ACTIVITY.
All of the data is to be printed exactly, though the images must be left off.

EXCERPTED RECORDS.
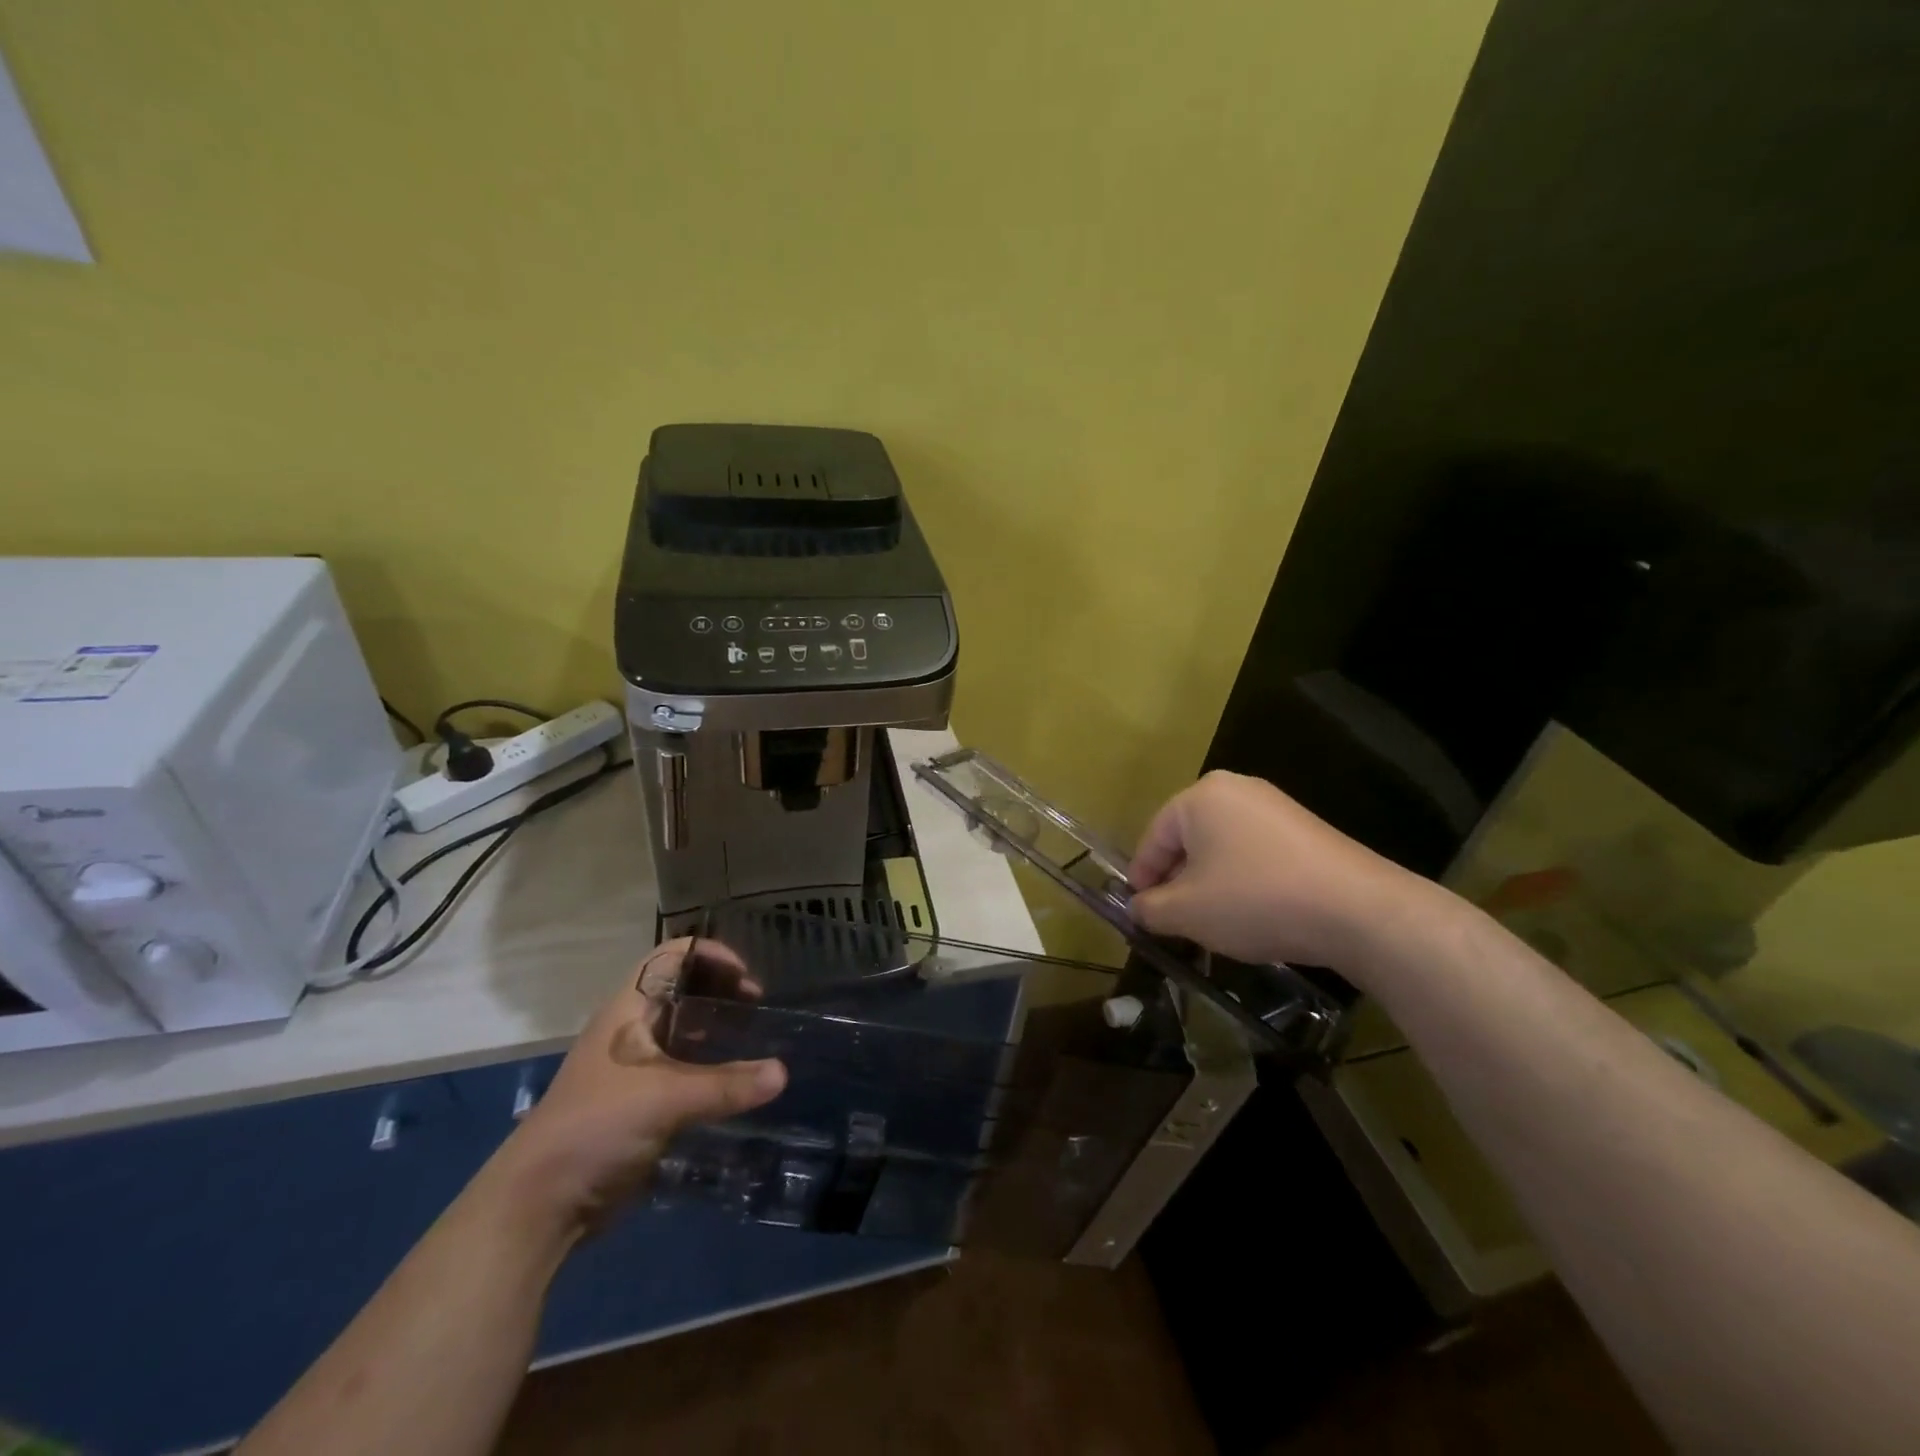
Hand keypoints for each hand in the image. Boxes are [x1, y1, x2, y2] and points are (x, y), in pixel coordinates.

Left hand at [490, 938, 786, 1233]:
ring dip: (717, 1028)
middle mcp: (631, 1028)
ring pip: (683, 1029)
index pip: (672, 956)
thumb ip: (726, 1085)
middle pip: (682, 988)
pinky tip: (736, 1080)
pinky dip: (710, 1065)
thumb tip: (783, 1073)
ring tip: (753, 1038)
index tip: (746, 977)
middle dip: (720, 989)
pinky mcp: (640, 1100)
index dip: (710, 954)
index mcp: (628, 1009)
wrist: (540, 1202)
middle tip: (756, 1007)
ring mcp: (634, 1065)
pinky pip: (683, 1068)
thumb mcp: (666, 1098)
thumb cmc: (597, 1125)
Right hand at [1129, 771, 1431, 981]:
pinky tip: (1251, 915)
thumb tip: (1137, 908)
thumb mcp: (1187, 912)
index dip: (1141, 878)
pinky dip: (1243, 882)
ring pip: (1222, 849)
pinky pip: (1256, 854)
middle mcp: (1236, 789)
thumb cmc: (1255, 900)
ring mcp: (1276, 807)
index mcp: (1200, 796)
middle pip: (1188, 840)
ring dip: (1209, 885)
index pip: (1153, 838)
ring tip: (1210, 924)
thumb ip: (1150, 909)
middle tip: (1172, 921)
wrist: (1357, 910)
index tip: (1138, 912)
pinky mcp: (1306, 830)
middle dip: (1176, 882)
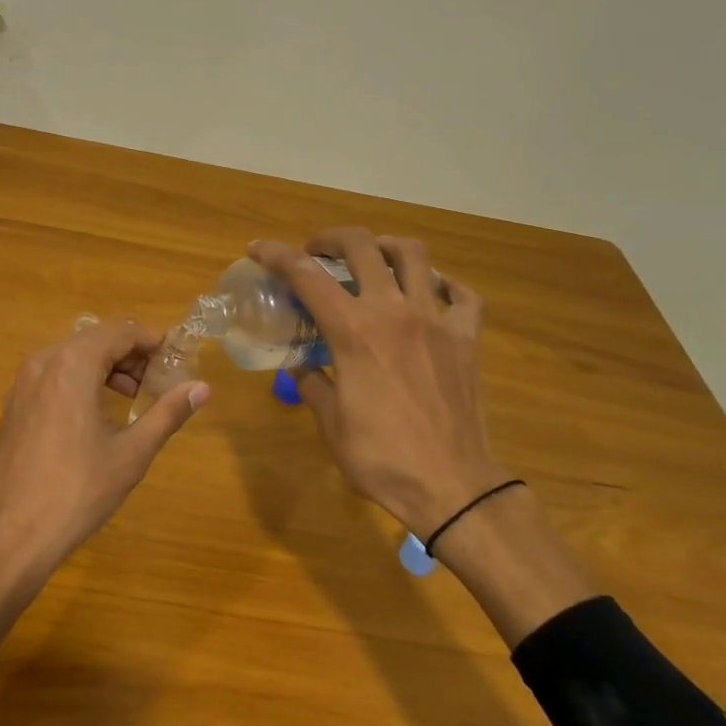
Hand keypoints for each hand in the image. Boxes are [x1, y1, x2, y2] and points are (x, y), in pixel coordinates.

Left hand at [0, 319, 209, 576]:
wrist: (10, 536)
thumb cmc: (77, 491)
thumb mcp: (132, 453)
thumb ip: (168, 413)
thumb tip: (203, 388)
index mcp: (72, 364)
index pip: (120, 332)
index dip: (152, 340)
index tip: (176, 358)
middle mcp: (43, 362)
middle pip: (95, 339)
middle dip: (130, 354)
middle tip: (157, 381)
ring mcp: (22, 384)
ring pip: (71, 357)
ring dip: (104, 367)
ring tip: (131, 397)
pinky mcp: (12, 406)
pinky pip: (52, 376)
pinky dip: (79, 381)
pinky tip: (94, 414)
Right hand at [251, 230, 502, 537]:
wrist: (452, 486)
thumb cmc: (381, 458)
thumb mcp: (330, 422)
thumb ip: (312, 382)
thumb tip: (301, 364)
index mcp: (353, 331)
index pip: (306, 275)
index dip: (276, 255)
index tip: (258, 249)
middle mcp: (393, 311)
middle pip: (361, 246)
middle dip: (331, 239)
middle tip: (317, 253)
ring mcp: (436, 320)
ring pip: (414, 255)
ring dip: (385, 247)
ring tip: (372, 260)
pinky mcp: (467, 338)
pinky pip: (462, 295)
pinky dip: (444, 285)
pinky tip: (430, 292)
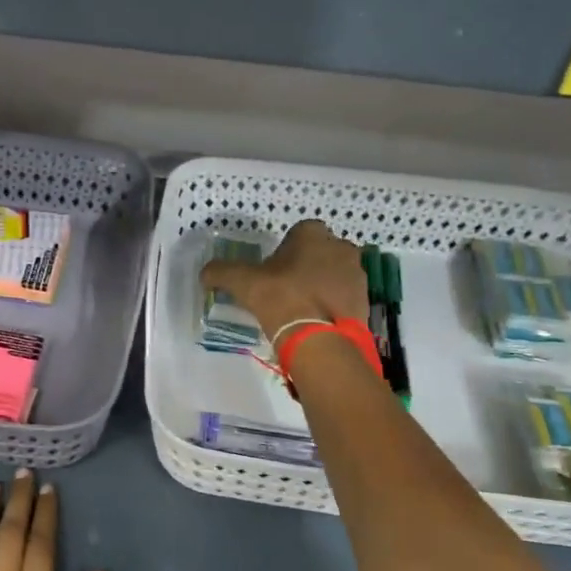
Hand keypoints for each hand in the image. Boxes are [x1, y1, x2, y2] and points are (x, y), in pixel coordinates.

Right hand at [201, 219, 367, 336]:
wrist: (320, 338)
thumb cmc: (281, 297)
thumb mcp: (242, 282)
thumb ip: (221, 272)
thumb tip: (205, 273)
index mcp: (313, 234)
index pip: (298, 232)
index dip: (285, 249)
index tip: (273, 269)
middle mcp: (341, 247)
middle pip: (319, 252)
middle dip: (306, 265)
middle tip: (286, 288)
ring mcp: (357, 274)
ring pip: (334, 273)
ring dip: (321, 284)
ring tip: (301, 307)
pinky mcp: (365, 300)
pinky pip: (344, 296)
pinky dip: (332, 304)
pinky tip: (316, 320)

EXERCISE OUTPUT.
Hand keypoints for each hand in the image. Boxes are [x1, y1, x2, y2] and points are (x, y), in pixel coordinates.

Left hand at [490, 938, 786, 1233]:
ring dip: (717, 1028)
middle mcp: (631, 1028)
ring pip: (683, 1029)
index pip: (672, 956)
thumb ip: (726, 1085)
middle pip: (682, 988)
pinky tip: (736, 1080)
pinky dip: (710, 1065)
thumb tip: (783, 1073)
ring tip: (753, 1038)
index tip: (746, 977)
middle dip: (720, 989)
pinky mcp: (640, 1100)
index dip: (710, 954)
index mcp: (628, 1009)
wrist: (540, 1202)
middle tip: (756, 1007)
ring mcp: (634, 1065)
pinky pip: (683, 1068)
thumb mcp: (666, 1098)
thumb cmc: (597, 1125)
Right hand at [1129, 771, 1431, 981]:
pinky tip: (1251, 915)
thumb tip: (1137, 908)
thumb mcp: (1187, 912)
index dip: (1141, 878)
pinky dip: (1243, 882)
ring pip: (1222, 849)
pinky pip: (1256, 854)
middle mcp: (1236, 789)
thumb cmc: (1255, 900)
ring mcp: (1276, 807)
index mcp: (1200, 796)
middle pip: (1188, 840)
ring dip: (1209, 885)
index pip: (1153, 838)
ring tip: (1210, 924)
thumb ip: (1150, 909)
middle tip: (1172, 921)
wrist: (1357, 910)
index tip: (1138, 912)
pinky mcp: (1306, 830)
middle dip: (1176, 882)
Hand keypoints for each hand in the image. Boxes are [x1, y1, x2, y2] and points are (x, y), in pixel coordinates.

Left hand at [0, 319, 209, 576]:
wrist: (10, 536)
thumb cmc: (77, 491)
thumb mcp: (132, 453)
thumb ip: (168, 413)
thumb tip: (203, 388)
index mcp: (72, 364)
index pip: (120, 332)
index dip: (152, 340)
index tip: (176, 358)
middle mcp: (43, 362)
middle pip: (95, 339)
middle dip: (130, 354)
middle tip: (157, 381)
ring mcp: (22, 384)
ring pip: (71, 357)
ring dip: (104, 367)
ring tip: (131, 397)
pinky mcp: (12, 406)
pinky pip: (52, 376)
pinky dip: (79, 381)
pinky tip: (94, 414)
Right hand at [251, 230, 502, 537]:
wrist: (452, 486)
thumb cmc: (381, 458)
thumb mcp: (330, 422)
thumb ip: (312, 382)
thumb tip: (301, 364)
index mcp: (353, 331)
index pip: (306, 275)
index dip: (276, 255)
index tip: (258, 249)
middle mcp: (393, 311)
middle pip: (361, 246)
middle dip: (331, 239)
middle tip: (317, 253)
ring mcp: (436, 320)
ring pip: (414, 255)
ring dip: (385, 247)
ring tip: (372, 260)
pinky mcp: (467, 338)
pinky pip: (462, 295)
pinky dip: (444, 285)
pinky tip: (430, 292)
Hand keypoints for each hand in the image. Boxes are [x1, y1, x2, y2] and points are (x, y), in pixel coordinates.

Right hand at [201, 219, 367, 336]:
wrist: (320, 338)
thumb cmc: (281, 297)
thumb mcp: (242, 282)
thumb ip: (221, 272)
thumb tip: (205, 273)
index mcp: (313, 234)
index pip: (298, 232)
index dip: (285, 249)
index tip: (273, 269)
middle mcp: (341, 247)
middle pip: (319, 252)
middle dip: (306, 265)
middle tip: (286, 288)
ring mcp: (357, 274)
ring pip: (334, 273)
ring dip: (321, 284)
ring tip: (301, 307)
pinky mcp: (365, 300)
pinky pip: (344, 296)
pinky dip: (332, 304)
pinky tip: (316, 320)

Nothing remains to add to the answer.